# Do I need to 'register' my marriage in Australia?



## Guest (Dec 26, 2009)

I am an Aussie married to a Brazilian (married and living in Brazil). We will start our application for Spouse Visa very soon, I was wondering if anyone can tell me if our marriage here needs to be registered in Australia - I thought it was an automatic type thing but if I am wrong - please help.
Thanks


----------



## Wanderer (Jun 16, 2007)

Hi cosbo,

I'm not too sure about registration of your mariage here being too automatic for whereas Immigration recognise overseas marriages and defacto relationships, it is the State governments that run Births, Deaths and Marriages registries and I'd suspect you would have to lodge a marriage certificate [if that is something provided for] with a registry in whatever state you'll reside in.
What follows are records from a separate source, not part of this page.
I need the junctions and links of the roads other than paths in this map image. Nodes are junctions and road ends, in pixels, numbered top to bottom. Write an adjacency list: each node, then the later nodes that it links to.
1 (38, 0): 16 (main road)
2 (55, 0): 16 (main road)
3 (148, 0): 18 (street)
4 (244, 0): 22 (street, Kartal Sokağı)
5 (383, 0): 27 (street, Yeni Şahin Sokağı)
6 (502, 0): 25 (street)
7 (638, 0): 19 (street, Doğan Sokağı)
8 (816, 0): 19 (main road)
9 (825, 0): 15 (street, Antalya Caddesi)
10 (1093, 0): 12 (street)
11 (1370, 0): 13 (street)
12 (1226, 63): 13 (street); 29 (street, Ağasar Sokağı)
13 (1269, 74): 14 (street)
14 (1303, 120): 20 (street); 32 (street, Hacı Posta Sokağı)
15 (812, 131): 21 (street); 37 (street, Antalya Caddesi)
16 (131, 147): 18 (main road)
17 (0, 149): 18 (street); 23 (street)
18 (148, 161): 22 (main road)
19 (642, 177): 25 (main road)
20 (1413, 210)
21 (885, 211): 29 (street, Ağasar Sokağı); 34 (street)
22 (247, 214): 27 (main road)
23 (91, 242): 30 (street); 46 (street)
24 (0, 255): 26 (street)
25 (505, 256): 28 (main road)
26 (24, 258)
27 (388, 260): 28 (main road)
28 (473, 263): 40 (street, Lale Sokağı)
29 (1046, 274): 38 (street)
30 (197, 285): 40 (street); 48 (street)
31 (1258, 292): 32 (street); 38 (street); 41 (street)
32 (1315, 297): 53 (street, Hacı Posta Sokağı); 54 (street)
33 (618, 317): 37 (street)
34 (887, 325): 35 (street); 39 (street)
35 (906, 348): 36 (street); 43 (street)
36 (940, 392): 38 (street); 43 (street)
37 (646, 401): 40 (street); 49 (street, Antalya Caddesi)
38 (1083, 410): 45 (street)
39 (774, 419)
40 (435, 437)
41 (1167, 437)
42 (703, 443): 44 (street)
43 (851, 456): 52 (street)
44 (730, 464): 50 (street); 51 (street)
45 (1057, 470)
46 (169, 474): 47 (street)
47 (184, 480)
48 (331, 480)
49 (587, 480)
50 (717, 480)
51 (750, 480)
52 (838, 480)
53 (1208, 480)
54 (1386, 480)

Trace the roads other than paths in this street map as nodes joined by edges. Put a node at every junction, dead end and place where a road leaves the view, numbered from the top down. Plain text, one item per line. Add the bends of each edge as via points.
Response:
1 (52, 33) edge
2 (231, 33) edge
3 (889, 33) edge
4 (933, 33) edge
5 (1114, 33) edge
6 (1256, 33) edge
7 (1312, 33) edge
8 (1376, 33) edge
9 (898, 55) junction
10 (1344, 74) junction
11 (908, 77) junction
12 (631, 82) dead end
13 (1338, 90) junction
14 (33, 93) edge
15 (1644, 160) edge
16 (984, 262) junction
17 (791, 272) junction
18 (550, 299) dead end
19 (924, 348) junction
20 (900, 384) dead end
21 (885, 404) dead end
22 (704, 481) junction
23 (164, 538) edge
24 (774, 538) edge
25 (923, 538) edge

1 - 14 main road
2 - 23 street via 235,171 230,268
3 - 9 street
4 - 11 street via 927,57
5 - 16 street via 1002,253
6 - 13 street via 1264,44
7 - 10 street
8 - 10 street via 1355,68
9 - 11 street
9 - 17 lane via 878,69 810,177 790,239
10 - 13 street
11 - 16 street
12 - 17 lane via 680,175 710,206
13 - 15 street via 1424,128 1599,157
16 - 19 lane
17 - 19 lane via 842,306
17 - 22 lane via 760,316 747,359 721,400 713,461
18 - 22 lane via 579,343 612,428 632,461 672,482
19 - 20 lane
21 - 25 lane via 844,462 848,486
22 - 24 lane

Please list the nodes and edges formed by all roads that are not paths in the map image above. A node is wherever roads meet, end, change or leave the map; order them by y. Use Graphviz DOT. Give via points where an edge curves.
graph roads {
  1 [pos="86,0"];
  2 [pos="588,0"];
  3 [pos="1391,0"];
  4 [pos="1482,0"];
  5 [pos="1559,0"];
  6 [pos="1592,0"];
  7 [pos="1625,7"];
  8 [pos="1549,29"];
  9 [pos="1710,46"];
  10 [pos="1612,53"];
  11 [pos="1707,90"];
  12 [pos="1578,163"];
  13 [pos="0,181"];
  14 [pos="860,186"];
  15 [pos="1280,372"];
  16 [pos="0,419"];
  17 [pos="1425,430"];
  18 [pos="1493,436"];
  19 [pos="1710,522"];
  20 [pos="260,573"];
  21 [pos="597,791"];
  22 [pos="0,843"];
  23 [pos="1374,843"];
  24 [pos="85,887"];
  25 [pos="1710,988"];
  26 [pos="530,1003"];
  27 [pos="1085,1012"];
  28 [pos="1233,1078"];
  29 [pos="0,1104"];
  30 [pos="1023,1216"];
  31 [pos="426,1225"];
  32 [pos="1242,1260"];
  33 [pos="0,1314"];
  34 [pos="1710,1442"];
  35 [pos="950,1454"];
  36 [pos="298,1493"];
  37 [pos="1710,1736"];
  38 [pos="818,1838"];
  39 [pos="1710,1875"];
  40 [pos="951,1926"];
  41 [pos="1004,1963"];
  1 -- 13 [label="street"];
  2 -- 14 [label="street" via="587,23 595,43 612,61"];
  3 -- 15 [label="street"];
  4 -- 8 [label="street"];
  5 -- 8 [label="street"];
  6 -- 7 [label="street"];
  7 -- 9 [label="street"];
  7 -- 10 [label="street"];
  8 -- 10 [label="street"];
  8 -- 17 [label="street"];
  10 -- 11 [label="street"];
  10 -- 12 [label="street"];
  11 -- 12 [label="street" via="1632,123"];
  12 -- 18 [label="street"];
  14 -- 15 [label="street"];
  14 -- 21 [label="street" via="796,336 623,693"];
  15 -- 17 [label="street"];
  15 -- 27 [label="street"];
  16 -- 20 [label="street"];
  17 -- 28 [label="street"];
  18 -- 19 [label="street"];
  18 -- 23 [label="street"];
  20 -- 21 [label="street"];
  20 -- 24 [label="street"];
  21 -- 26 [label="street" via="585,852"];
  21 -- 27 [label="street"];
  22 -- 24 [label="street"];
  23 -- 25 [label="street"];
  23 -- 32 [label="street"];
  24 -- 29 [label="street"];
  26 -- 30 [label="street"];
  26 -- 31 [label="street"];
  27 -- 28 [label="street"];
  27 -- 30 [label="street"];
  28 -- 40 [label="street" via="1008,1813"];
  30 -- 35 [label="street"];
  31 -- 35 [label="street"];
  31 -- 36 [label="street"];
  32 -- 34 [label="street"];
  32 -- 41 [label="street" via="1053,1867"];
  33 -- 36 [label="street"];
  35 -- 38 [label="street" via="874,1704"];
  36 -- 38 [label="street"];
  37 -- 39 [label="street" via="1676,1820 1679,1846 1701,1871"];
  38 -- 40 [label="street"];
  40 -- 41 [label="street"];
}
It should not be a problem for you to do it as some states/territory [Vic. Tas. and ACT] have passed legislation to allow not just full recognition of defacto relationships but for issuing of certificates akin to a marriage certificate.
If whatever state you decide on does not have provision in legislation for recognising/registering a marriage abroad, it ought to be something that could easily be fixed by arranging a second marriage ceremony here, something I've heard of and that allows your friends here to help you celebrate.

Best wishes for the move.


----------



## xdorota (Dec 1, 2009)

Dear Cosbo,
No, your overseas marriage does not need to be registered in any of the Australian States. It will be recognised by DIAC and everybody in Australia if it was a valid marriage in Brazil. There are only few exceptions to recognition of foreign marriages, such as same sex, marriage to a minor (less than 16yo), bigamous marriages (only first will be recognised), but if you are both in a traditional setting (both adults, opposite sex, married to each other and no-one else) you have nothing to worry about. You need to have your marriage cert translated into English and, if it is registered in Brazil, an extract of marriage record from the registry might also be required.
Good luck.
Dorota


----------



## ritu (Feb 20, 2009)

*marriage registration*

Hi Mates,
I am old member in this forum,How are you all.I married six months back and registered in India.But case officer asked to register in Australia.for my wife spouse visa processing.Please kindly tell me how to register my marriage in australia.How long will take time for getting marriage certificate.

Regards
ritu


----------



## edit2403 (Feb 9, 2012)

I got married overseas and never registered it in Australia. It quite clearly says on Australian government websites that a marriage recognized in a foreign country is also legally recognized in Australia (barring those circumstances mentioned by xdorota).


----------